Но особливое внимание и ненависть свою "Возрождение" сосредоточило на тех, кого оно называло "февралистами", - на социалистах-революционерах, вслед за которыми нападало на Милюкова, Кускову, Карповича и других.
Нападки свои сотрудники "Возрождения" готовы были подкрепить любым способом, опираясь даже на совершенно чуждые им авторитеты, вроде отца русского марксизма Плеханова. Пробовало "Возрождение" предложить и свою программу - монархический легитимизм и реставрацию, которые зашифровывались, как невинные "законность" и "восстановление". По этим вопросам у меня с ними и начался спор, который принимал и острый характер, но всё же не выходил из рамок споров и полемики, обычных в русской эмиграции.
Но вот в сентябре 1957 года появилась 69-я тетрадь "Возрождения" с пространной статьей Владимира Ильина, на первом месте, по случаю 50-летия со дня смерти Д. И. Менделеева. Эта статья зубоскальством, издевательством, поклепом и прямой бранью превзошла худшие образцы того, что печаталось в "Возрождении" раньше. Доктор богословия и музыколог Ильин не без основания считал себя осведомленным в точных науках, математике и философии. И в статье о знаменитом химике, обнаружив большую начитанность в естествознании, он вместе с тем проявил исключительное убожество и вульгарность в подходе к общественным и политическим вопросам. По отношению к "левакам", как он выражался, он применил тот самый метод "упростительного смесительства", употребление которого духовный отец Ильина, несравнимый с ним {230} по дарованию и оригинальности, Константин Леонтьев, вменял в вину радикалам, "левакам".

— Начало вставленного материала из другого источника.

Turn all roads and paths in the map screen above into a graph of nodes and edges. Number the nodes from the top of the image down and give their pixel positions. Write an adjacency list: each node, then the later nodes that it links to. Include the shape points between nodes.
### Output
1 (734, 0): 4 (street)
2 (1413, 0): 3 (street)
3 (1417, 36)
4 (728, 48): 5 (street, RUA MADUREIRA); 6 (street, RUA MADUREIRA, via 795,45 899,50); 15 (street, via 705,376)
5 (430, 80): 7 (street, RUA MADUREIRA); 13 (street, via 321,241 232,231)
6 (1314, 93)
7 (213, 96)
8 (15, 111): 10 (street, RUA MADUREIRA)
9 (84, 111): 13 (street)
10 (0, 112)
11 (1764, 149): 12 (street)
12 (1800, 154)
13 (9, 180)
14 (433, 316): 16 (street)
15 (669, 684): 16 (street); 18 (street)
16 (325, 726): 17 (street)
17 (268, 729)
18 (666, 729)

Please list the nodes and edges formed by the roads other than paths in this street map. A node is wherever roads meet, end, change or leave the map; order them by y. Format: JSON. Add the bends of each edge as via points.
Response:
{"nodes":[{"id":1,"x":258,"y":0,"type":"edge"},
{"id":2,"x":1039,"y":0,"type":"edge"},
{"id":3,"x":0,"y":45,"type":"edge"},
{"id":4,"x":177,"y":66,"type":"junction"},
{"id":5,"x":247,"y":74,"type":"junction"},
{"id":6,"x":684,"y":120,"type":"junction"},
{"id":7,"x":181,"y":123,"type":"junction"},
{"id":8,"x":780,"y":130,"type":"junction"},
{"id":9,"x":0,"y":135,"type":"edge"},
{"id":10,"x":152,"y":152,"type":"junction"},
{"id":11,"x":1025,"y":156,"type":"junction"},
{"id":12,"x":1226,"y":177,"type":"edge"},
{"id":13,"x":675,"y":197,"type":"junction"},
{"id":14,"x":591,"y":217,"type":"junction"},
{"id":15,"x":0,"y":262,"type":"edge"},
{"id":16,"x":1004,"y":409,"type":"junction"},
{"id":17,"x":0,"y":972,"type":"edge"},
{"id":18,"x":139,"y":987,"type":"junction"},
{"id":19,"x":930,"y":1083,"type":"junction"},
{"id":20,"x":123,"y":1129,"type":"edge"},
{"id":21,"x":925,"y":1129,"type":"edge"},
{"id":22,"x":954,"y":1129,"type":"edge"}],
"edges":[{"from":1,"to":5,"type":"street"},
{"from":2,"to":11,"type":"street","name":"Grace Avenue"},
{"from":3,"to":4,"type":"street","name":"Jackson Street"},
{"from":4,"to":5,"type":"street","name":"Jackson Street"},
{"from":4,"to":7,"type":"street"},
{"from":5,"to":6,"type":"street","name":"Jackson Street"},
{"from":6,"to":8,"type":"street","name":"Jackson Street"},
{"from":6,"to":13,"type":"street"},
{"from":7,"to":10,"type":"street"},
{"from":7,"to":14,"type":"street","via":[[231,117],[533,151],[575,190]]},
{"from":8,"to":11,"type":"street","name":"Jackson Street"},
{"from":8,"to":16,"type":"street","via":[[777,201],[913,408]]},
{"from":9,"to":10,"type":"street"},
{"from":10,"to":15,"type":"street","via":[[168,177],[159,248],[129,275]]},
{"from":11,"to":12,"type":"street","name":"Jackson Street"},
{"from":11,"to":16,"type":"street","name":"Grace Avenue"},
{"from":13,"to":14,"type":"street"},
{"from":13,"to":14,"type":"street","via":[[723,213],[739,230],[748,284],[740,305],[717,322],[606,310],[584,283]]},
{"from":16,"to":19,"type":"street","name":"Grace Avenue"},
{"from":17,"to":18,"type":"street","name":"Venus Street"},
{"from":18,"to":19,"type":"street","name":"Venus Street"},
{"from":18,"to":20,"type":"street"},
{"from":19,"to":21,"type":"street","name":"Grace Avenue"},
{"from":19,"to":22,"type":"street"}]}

Мало того, что Ильин не проводил различия между коммунистами и социалистами всех направлений. Он смешал в общую кучу с ними "кабинетных либералов", "славянофилов, толстовцев, эсеров" и персонально - "идиотического, злого и бездарного невежду", "папу эсеров" Михайловского, "левого эсера" Федотова и других. Всем им вменялись в вину пораженчество, либо "борьба не на жизнь, а на смерть с Россией, с ее народом, с Церковью и с русской культурой по всем направлениям", либо то и другое вместе.
Обозначив противника в преувеличенном и ложном виде и обвинив его в ряде вымышленных злодеяний, Ильин имел неосторожность сделать и такое обобщение: "вслед за уничтожением помещиков, этой основы русской культуры, началось поголовное уничтожение русского крестьянства в таких размерах, которые можно сравнить только с тем, что было задумано Гитлером", с его "бесчестной расистской попыткой по отношению к России". Это было со стороны Ильина крайне неосторожно, потому что кто-кто, но он-то знал о своем прошлом. Однако, страсть - изничтожить "леваков" - затмила его память и сознание.
Следовало ли напомнить патриоту и богослову о почтительном предложении им своих услуг Гитлеру и Розенбергу и о прославлении им "человека-бога" (Гитлера) и его "пророка" (Розенберга)?